**PROVIDED ENTRIES**
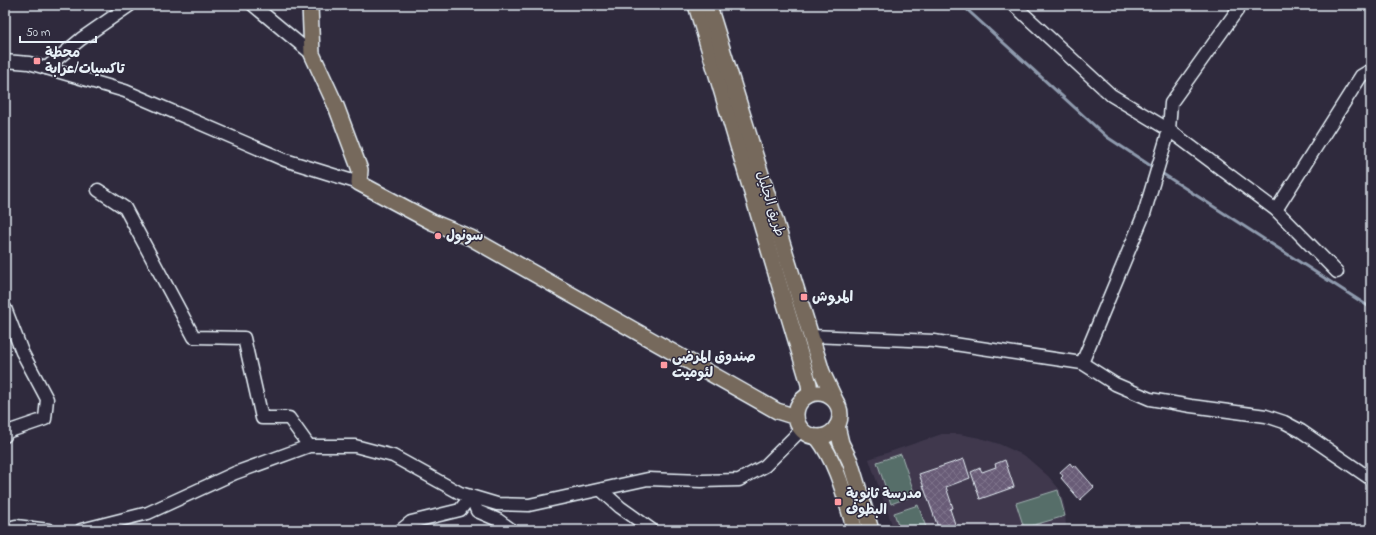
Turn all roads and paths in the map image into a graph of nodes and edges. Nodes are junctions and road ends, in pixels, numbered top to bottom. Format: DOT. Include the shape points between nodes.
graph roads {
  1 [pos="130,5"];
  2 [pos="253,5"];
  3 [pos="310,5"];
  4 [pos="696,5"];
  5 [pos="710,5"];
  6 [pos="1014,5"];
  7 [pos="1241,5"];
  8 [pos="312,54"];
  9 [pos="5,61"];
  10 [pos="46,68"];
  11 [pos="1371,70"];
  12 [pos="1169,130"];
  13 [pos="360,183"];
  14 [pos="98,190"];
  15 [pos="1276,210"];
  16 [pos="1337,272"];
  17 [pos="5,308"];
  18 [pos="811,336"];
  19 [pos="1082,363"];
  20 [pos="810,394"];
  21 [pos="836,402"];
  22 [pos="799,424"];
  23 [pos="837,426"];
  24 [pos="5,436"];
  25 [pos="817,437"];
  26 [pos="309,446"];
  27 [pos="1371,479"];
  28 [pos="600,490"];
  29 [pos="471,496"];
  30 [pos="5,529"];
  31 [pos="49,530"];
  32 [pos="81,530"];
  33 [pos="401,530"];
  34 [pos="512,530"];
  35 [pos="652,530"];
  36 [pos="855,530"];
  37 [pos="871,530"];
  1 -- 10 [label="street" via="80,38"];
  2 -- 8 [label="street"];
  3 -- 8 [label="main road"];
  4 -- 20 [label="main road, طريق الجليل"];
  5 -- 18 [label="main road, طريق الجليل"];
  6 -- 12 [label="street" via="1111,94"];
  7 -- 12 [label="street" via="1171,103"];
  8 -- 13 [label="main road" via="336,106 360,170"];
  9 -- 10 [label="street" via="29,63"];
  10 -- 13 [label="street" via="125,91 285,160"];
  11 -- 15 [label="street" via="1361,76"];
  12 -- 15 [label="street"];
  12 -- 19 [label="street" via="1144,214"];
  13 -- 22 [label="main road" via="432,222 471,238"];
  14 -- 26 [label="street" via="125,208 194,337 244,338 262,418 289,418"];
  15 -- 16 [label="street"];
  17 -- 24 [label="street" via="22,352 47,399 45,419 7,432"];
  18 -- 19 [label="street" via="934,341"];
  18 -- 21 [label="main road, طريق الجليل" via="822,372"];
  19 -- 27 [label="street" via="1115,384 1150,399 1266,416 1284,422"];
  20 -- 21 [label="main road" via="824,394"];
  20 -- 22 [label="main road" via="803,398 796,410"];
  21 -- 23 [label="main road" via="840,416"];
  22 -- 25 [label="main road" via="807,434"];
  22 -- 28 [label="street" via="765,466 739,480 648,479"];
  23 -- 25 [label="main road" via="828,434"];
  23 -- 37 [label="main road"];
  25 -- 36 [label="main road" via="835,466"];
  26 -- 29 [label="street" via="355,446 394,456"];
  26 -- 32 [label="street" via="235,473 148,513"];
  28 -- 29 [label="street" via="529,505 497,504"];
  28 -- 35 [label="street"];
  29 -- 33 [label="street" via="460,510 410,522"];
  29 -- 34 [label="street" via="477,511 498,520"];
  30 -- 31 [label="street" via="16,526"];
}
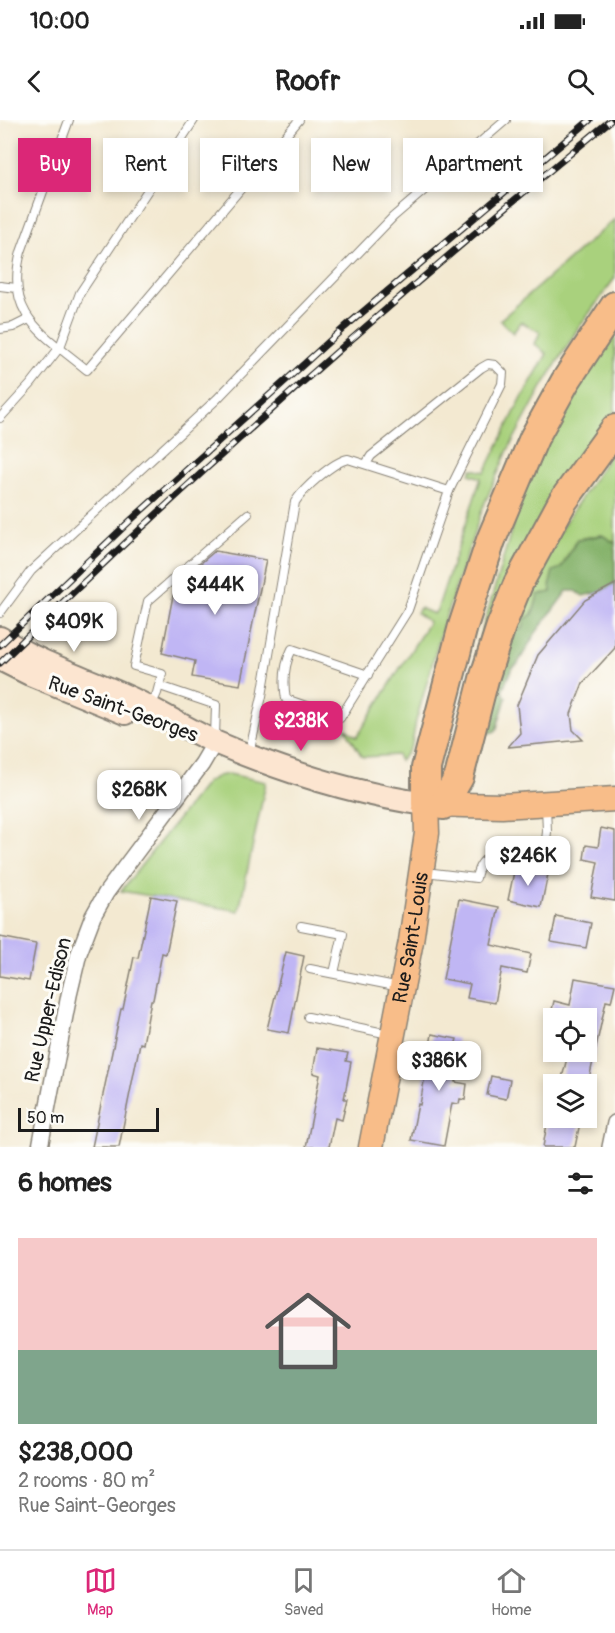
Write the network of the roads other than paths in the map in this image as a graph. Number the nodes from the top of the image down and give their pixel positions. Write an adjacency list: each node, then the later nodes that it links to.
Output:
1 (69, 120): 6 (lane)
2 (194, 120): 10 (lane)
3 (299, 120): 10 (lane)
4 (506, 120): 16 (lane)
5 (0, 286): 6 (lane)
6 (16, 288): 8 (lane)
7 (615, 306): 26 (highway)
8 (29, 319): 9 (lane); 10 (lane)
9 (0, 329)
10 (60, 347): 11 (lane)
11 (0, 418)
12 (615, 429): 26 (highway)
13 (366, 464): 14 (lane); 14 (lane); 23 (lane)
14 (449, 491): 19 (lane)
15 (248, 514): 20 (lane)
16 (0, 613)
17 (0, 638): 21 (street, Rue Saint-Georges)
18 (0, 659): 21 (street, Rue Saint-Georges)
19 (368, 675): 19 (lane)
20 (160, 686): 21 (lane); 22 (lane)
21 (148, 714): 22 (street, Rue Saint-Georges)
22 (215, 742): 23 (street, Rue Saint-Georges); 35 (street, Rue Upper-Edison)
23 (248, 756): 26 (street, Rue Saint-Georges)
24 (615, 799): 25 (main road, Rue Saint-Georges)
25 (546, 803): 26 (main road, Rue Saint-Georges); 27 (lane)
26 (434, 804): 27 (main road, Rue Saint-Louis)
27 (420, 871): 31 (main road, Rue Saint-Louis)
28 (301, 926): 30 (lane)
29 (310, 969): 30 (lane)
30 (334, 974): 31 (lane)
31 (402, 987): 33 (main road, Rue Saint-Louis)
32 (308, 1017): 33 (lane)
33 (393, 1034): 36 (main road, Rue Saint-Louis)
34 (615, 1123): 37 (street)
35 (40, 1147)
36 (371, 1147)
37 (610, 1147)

---

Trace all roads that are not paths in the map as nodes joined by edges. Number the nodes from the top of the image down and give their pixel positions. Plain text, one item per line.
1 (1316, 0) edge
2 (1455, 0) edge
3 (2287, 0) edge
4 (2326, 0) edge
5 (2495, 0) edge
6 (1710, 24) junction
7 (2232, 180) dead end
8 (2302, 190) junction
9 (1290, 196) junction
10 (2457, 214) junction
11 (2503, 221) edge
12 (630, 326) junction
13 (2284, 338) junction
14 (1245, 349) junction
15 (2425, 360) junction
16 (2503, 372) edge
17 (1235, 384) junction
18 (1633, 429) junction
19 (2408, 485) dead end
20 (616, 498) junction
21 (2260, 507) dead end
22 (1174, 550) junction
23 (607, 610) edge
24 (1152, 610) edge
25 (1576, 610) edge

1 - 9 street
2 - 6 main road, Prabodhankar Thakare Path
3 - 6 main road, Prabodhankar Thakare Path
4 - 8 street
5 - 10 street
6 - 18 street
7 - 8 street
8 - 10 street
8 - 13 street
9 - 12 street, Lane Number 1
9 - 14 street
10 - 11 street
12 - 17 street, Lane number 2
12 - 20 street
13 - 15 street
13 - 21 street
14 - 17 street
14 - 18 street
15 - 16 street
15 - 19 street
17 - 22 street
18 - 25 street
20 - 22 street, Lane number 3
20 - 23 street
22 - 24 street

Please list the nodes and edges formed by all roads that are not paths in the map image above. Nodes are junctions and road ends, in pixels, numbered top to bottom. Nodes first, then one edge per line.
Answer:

**TASK TO CARRY OUT**
Go through the material line by line. Show each line that contains the string "list".

**EXERCISE SOLUTION**
Write the network of the roads other than paths in the map in this image as a graph. Number the nodes from the top of the image down and give their pixel positions. Write an adjacency list: each node, then the later nodes that it links to.
Please list the nodes and edges formed by all roads that are not paths in the map image above. Nodes are junctions and road ends, in pixels, numbered top to bottom. Nodes first, then one edge per line.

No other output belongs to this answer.